Only that ultimate attritional derby showdown against St Joseph’s Miltown that went all the way to a replay in 2019 has blotted their copybook that now stands at seven wins in eight deciders since 2008.
It’s a feat that Éire Óg can only dream about as this is only their third final since the last of their 18 titles in 2006. That is has taken so long for the Townies to even reach a first semi-final since 2014 is almost incredible considering their underage success that included four Under 21A crowns in six seasons (2013, ’14, ’15 and ’18).
However, regardless of past indiscretions, now that they’re finally there, they will be determined to make the most of this golden opportunity.
All because they have momentum on their side, having appeared to finally hone their gameplan in the semi-final two weeks previously when blowing away the potential troublesome attacking force of St Breckan’s.
The addition of Limerick coach Seanie Buckley has certainly tightened up their tactical nous as demonstrated to perfection against St Breckan’s last time out when withdrawing en masse when losing possession but having the ability to counter-attack with pace when they do win back the ball.
It was a tactic utilised effectively by his Drom-Broadford side who certainly built up a keen rivalry with Kilmurry Ibrickane that began in the Munster Club Final of 2008.
It meant Kilmurry Ibrickane had to evolve their gameplay accordingly too and currently operate not too dissimilar to Éire Óg which should only add to the intrigue of Sunday’s encounter.
The Ennis side also possess the superior panel with an array of attacking options from the bench that have included Eimhin Courtney, Dara Walsh and Paddy O’Malley.
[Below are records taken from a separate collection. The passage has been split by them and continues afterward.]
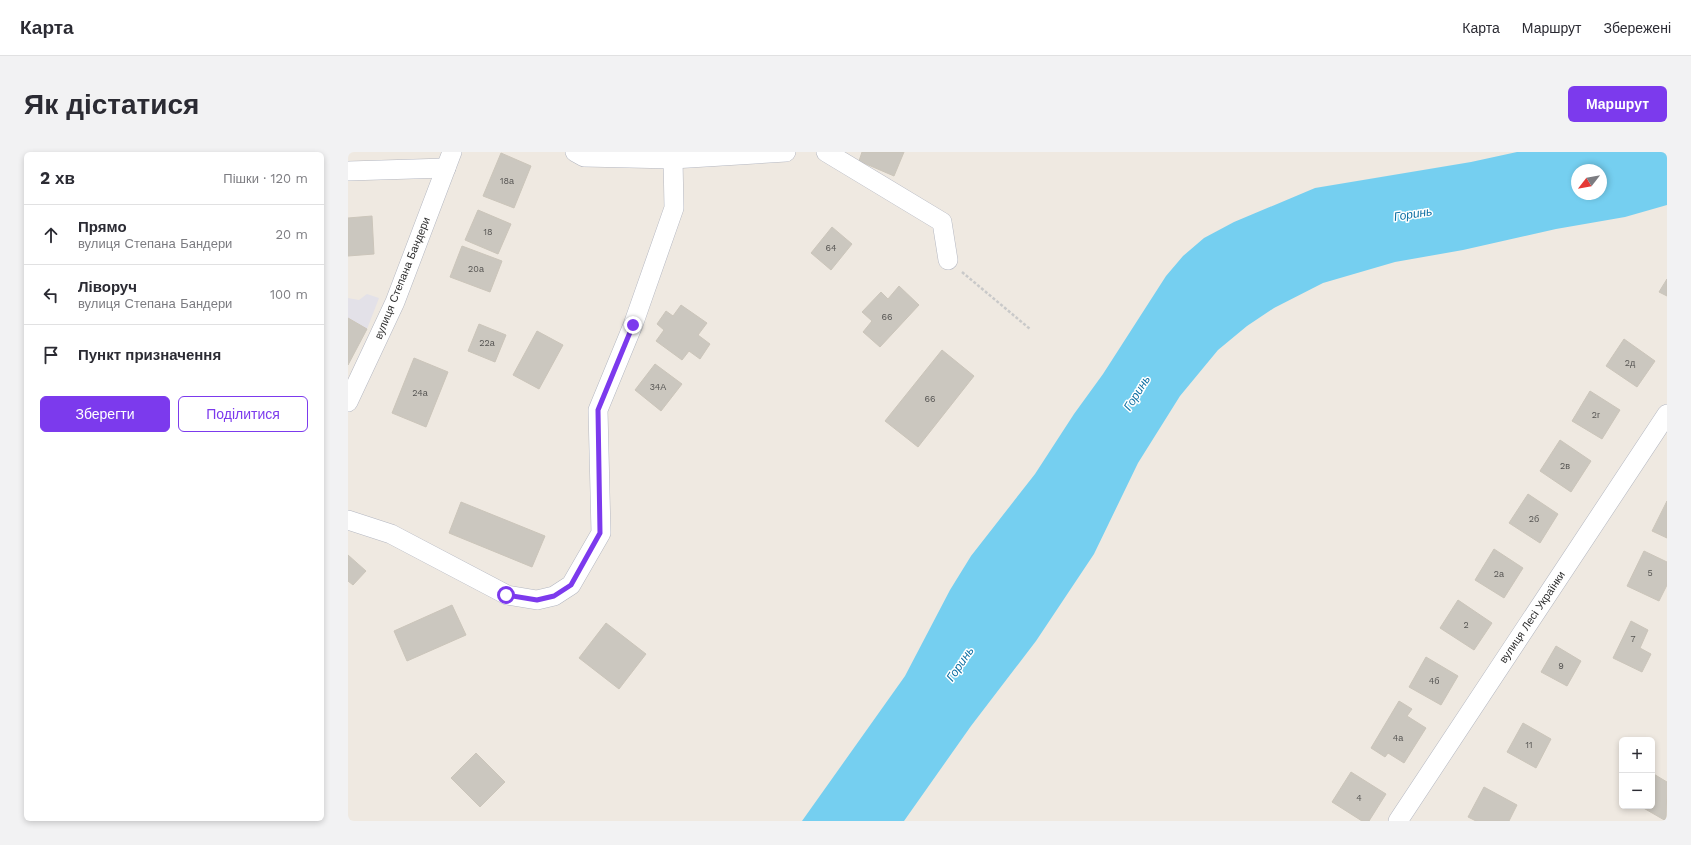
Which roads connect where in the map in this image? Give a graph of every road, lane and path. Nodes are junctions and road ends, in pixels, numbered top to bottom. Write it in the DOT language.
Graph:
graph roads {
  1 [pos="575,152"];
  2 [pos="786,152"];
  3 [pos="826,152"];
  4 [pos="673,159"];
  5 [pos="449,160"];
  6 [pos="348,171"];
  7 [pos="948,260"];
  8 [pos="1030,329"];
  9 [pos="348,402"];
  10 [pos="1667,414"];
  11 [pos="348,520"];
  12 [pos="1398,821"];
  1 -- 4 [label="street"];
  2 -- 4 [label="street"];
  3 -- 7 [label="street"];
  4 -- 11 [label="street"];
  5 -- 6 [label="street"];
  5 -- 9 [label="street, вулиця Степана Бандери"];
  7 -- 8 [label="path"];
  10 -- 12 [label="street, вулиця Лесі Українки"];
}
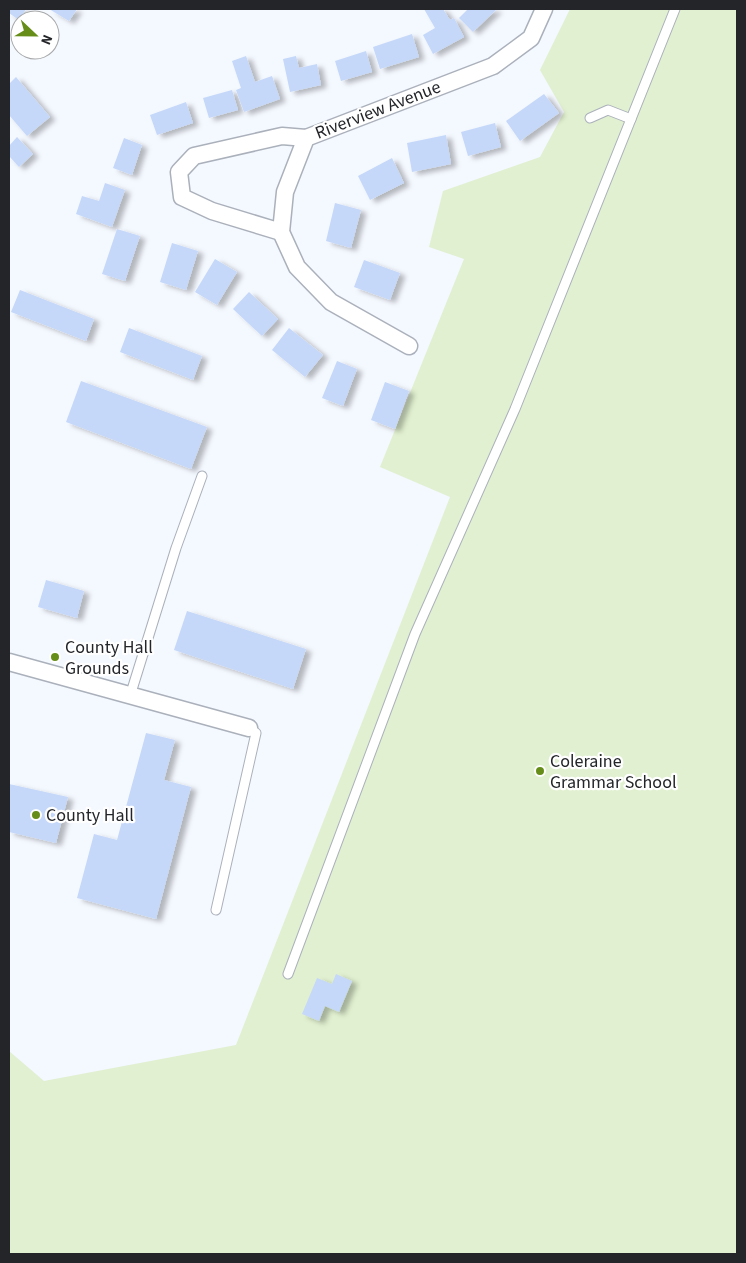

That’s a luxury that Kilmurry Ibrickane used to have but their high turnover of players in recent seasons that includes long term injuries for Shane Hickey, Dermot Coughlan and Diarmuid King in 2021 alone means that the holders are rather light when it comes to experienced back-up.
That said, while Éire Óg are on the crest of a wave, Kilmurry Ibrickane’s experience is a major plus in their pros column.
Their vast final experience has to be beneficial against an Éire Óg side that have only a handful of survivors from their final appearance in 2014.
More than that though, the likes of Martin McMahon, Enda Coughlan, Darren Hickey and even newer leaders such as Keelan Sexton, Ciaran Morrissey and Darragh Sexton are experts in being able to steer the ship in a final, a guile that only comes with experience.
What will shape this final however will be injuries to key players as Éire Óg captain Gavin Cooney (quad) and Kilmurry Ibrickane’s midfield engine Aidan McCarthy (hamstring) are in a race against time to make the final.
Cooney along with Mark McInerney have combined for two-thirds of the Townies scores so far while Aidan McCarthy has been a pivotal linkman and ball carrier for the defending champions.
It all points towards a fascinating contest that will see Kilmurry Ibrickane’s more prolific attacking division collide with a miserly Éire Óg rearguard that is yet to concede a goal and have actually only conceded an average of seven points per match.
Bidding for a first Jack Daly in 15 years, Éire Óg will never get a better chance to open a new chapter but when it comes to finals, it’s difficult to back against the ‘Bricks who despite several setbacks along this year’s journey always seem to somehow find a way.